年が明けました

2023年が始まりましたね。
今年は剪定が昨年中に終わり、ゆっくりとした年始を送っています。
醸造は今年で7年目に突入しますが、まだまだ分からないこともあり、目指すべきワインのスタイルはあるも如何に近づけるか、畑作業から見つめなおし自分の中で思考の反芻を行っていく次第です、鹿を追いつつ…。
先シーズン学んだことは、醸造とは北風と太陽なんだということです。
収穫した葡萄に無理強いしても納得出来るワインを造ることは出来無いと感じました。
自分の理想はあるのかもしれませんが、エゴでそれを頑なに目指すのは違うのではいかと。
この土地で、自分の目指すべきワインを造りだすために必要な葡萄を畑作業で…というのは第一にありますが、やはりその年の天候に逆らうことは出来ません。
葡萄の熟度(糖度ではなく、熟度です)は異なりますし、酸やPH、そしてアミノ酸の含量、ひっくるめると葡萄の果粒を組成するすべての物質のバランスが年により異なるのです。
自分の目指す、造ってみたいワインは何なのか。それを造るために醸造上、どこでどのような手を加えるべきなのか、何となく掴めているような気はします。
ですが、葡萄のポテンシャルは先にも述べましたが、年のより大いに異なります。

極端な例ですが、雨が多く、日照時間も平年より少ない年の葡萄は病気が多くなることが考えられます。
そうなると植物は自身の繁栄を考え、種を守るため、平年よりファイトアレキシンなどフィトクロームに富んだ葡萄を実らせるかもしれません。
また、雨が多いため樹中に還流する水分は多くなり、平年より果粒がNを吸収しているかもしれませんし、酷いと水っぽい果粒になっている可能性もあります。
ファイトアレキシンやアンティシピンは、ある種のフェノールに分類されますが、人にとってはエグミや未熟さにも直結する可能性があります。
例えば、このような黒葡萄で赤ワインを造ろうとしたとき、自分の目指すスタイルが旨味、甘みのあるタニックさもありつつ、骨格としての酸もメリハリがつくレベルで残したいとなると醸造上、抽出が非常に困難になると思います。
つまり、元々の葡萄のポテンシャル以上のワインは出来ないということです。
造り手は、葡萄の持っているポテンシャルの中で醸造を行わなければならないため、無理なことを行えば必ず何かしらの弊害が香り、味に表出してきます。
造りたい人間のエゴから生まれるワインは惹きつけるものが薄く感じられるのはそういうこともあると考えます。
大量生産、画一的な造り、添加物の使用、ろ過、培養酵母等々。
更に付け加えるならば、年により造りを変化させない画一的な醸造については規模の大小は関係ないとも思います。

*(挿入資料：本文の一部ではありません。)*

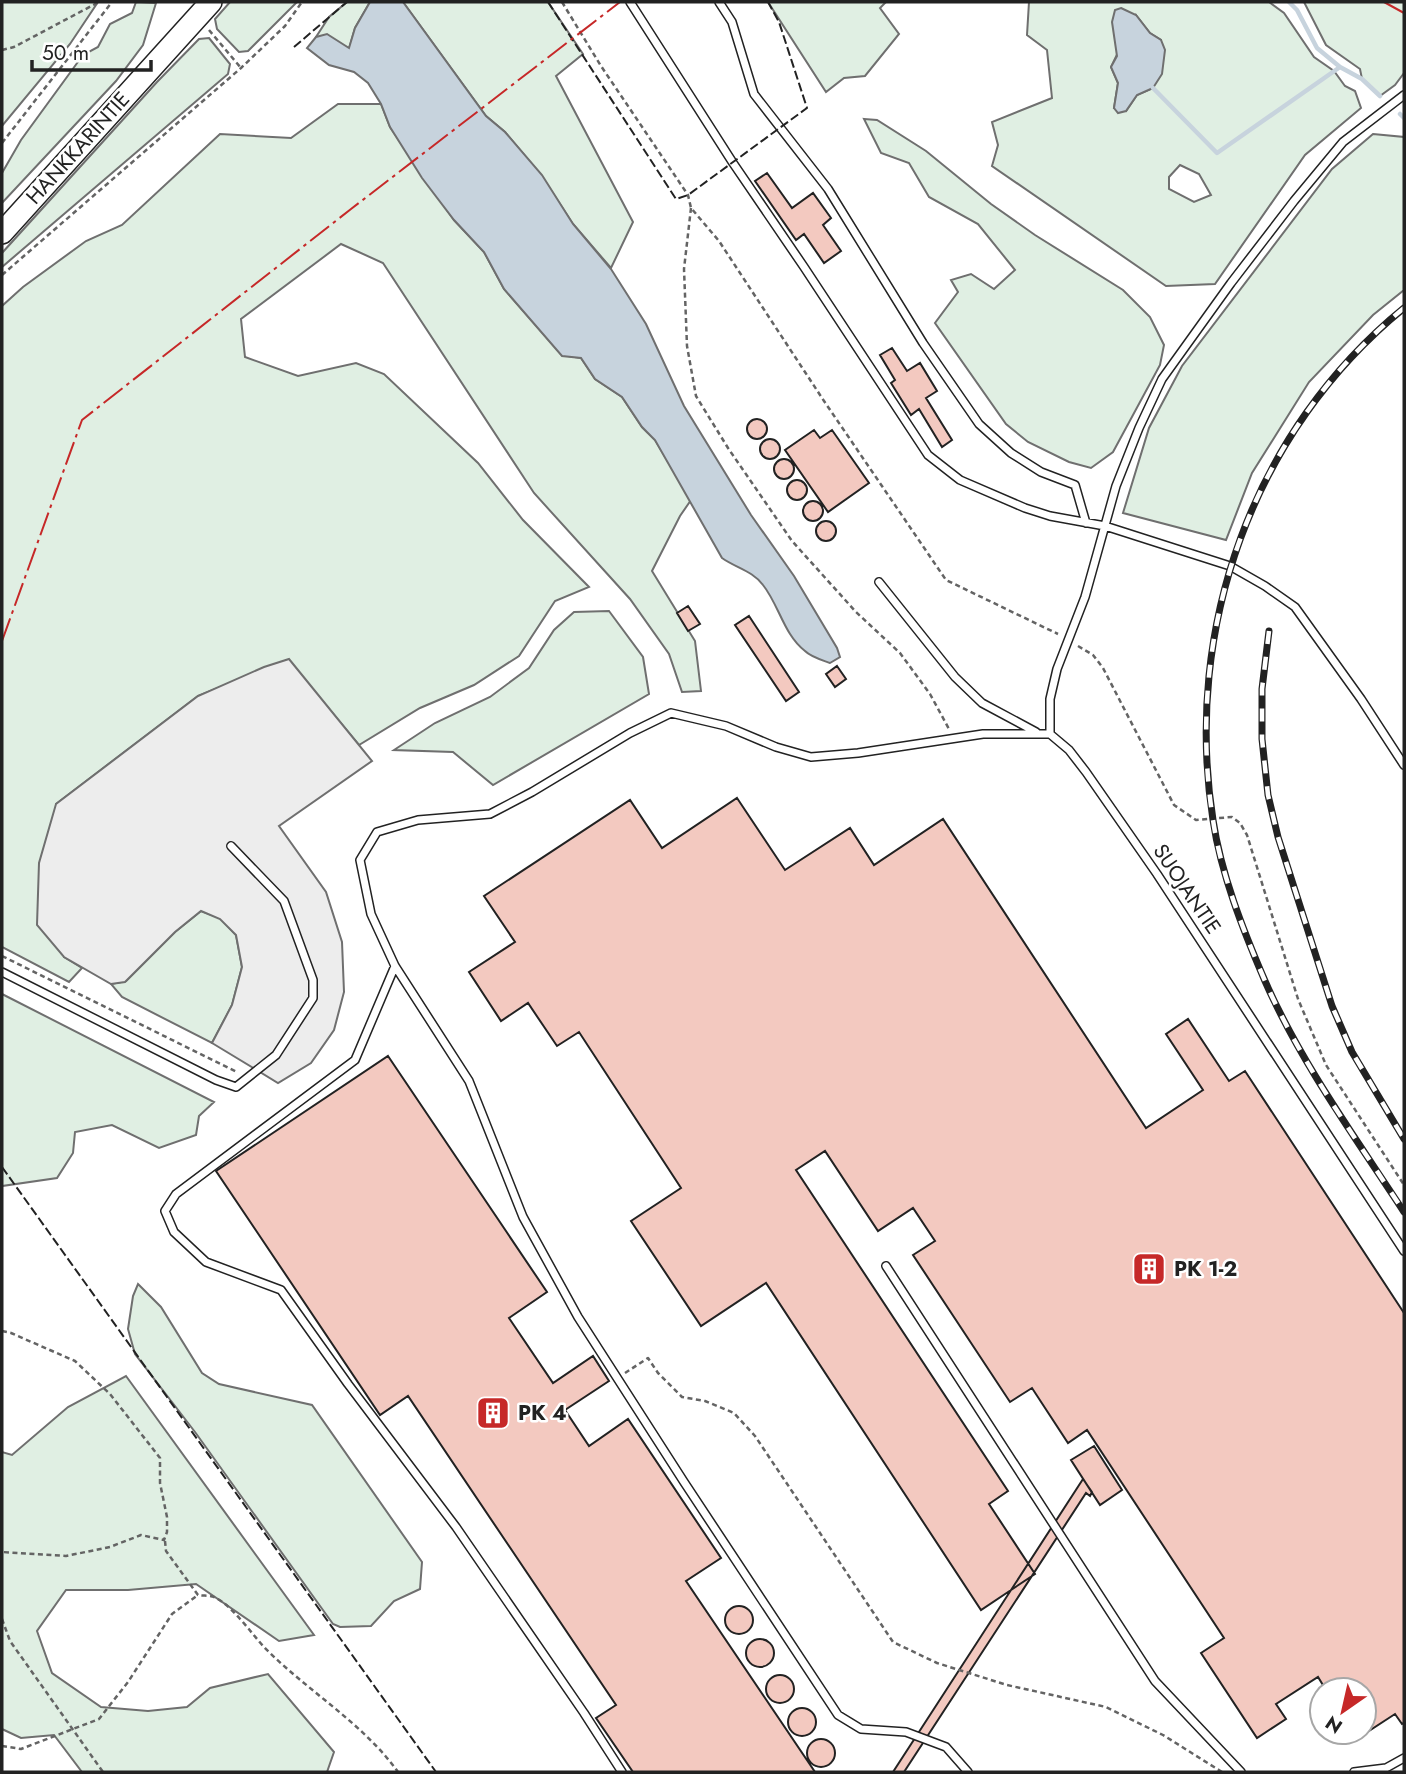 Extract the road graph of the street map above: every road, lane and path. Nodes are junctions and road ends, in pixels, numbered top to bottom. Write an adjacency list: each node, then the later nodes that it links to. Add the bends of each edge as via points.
1 (99, 2): 9 (path)
2 (112, 2): 12 (path)
3 (211, 2): 15 (main road, HANKKARINTIE)
4 (302, 2): 10 (path, via 285,26)
5 (562, 2): 13 (path)
6 (630, 2): 17 (lane, via 928,455 960,480 1025,508)
7 (719, 2): 17 (lane, via 732,22 754,94 828,189 979,424 1021,460 1075,485)
8 (208, 29): 10 (path)
9 (2, 50)
10 (241, 68): 16 (path)
11 (1404, 95): 18 (lane, via 1343,142 1162,379 1116,486)
12 (2, 143)
13 (688, 195)
14 (691, 208): 22 (path, via 684,269 687,346 696,396 792,541 908,663 930,694)
15 (2, 233)
16 (2, 275)
17 (1086, 523): 18 (lane)
18 (1105, 526): 21 (lane, via 1085,597 1057,669 1050,699); 23 (lane, via 1230,566 1295,607)
19 (879, 582): 20 (lane, via 955,677 982,703)
20 (1038, 733): 21 (lane); 22 (lane)
21 (1050, 734): 29 (lane, SUOJANTIE, via 1069,750 1157,874)
22 (951, 738): 26 (lane, via 811,757 726,726 671,713 490,814 418,820 377,832 360,860 370,914)
23 (1404, 765)
24 (231, 846): 28 (lane, via 284,901 313,980 313,998 294,1028 276,1055)
25 (2, 956): 28 (path)
26 (395, 965): 32 (lane, via 469,1081 523,1217); 42 (lane, via 355,1060 176,1195 165,1211 174,1232 205,1262 281,1290 456,1527)
27 (2, 972): 28 (lane, via 216,1080 236,1087)
28 (249, 1078)
29 (1404, 1251)
30 (886, 1266): 45 (lane, via 1155,1681)
31 (2, 1331): 33 (path, via 75,1361 145,1437 160,1458 167,1517)
32 (618, 1378): 43 (lane, via 838,1715 861,1729 906,1732 946,1747); 44 (path, via 648,1358 682,1397 734,1413 755,1436 893,1642 937,1663 1007,1685 1106,1707)
33 (164, 1540): 34 (path, via 141,1535 66,1556); 35 (path, via 166,1551)
34 (2, 1552)
35 (198, 1595): 37 (path, via 172,1614 99,1719); 41 (path, via 215,1597 262,1645 381,1748)
36 (2, 1619): 37 (path, via 10,1641)
37 (73, 1729): 38 (path, via 21,1749); 40 (path)
38 (2, 1746)
39 (1404, 1758): 46 (lane, via 1386,1768)
40 (103, 1772)
41 (398, 1772)
42 (622, 1772)
43 (968, 1772)
44 (1222, 1772)
45 (1241, 1772)
46 (1354, 1772)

言い換えると、毎年同じ造りを行うことは葡萄のポテンシャルを活かせていない状況だと私は考えます。
つまり、自分の造りたいワインの着地点にある程度の幅を持ちつつ、譲れない根っこ部分をぶらさず、その上に作り上げる構成要素を変えられれば良いのではと考えます。
余市の葡萄は11月近くまで吊るせば糖度はある程度行くことが分かっています。
しかし、先にも述べたようにそれ以外の要素は年による違いが大いにあるのです。

北風と太陽。
無理強いしても葡萄は笑顔になってはくれませんし、逆に引き出せるものがあるにもかかわらず同じ造りを行うことは勿体ないことです。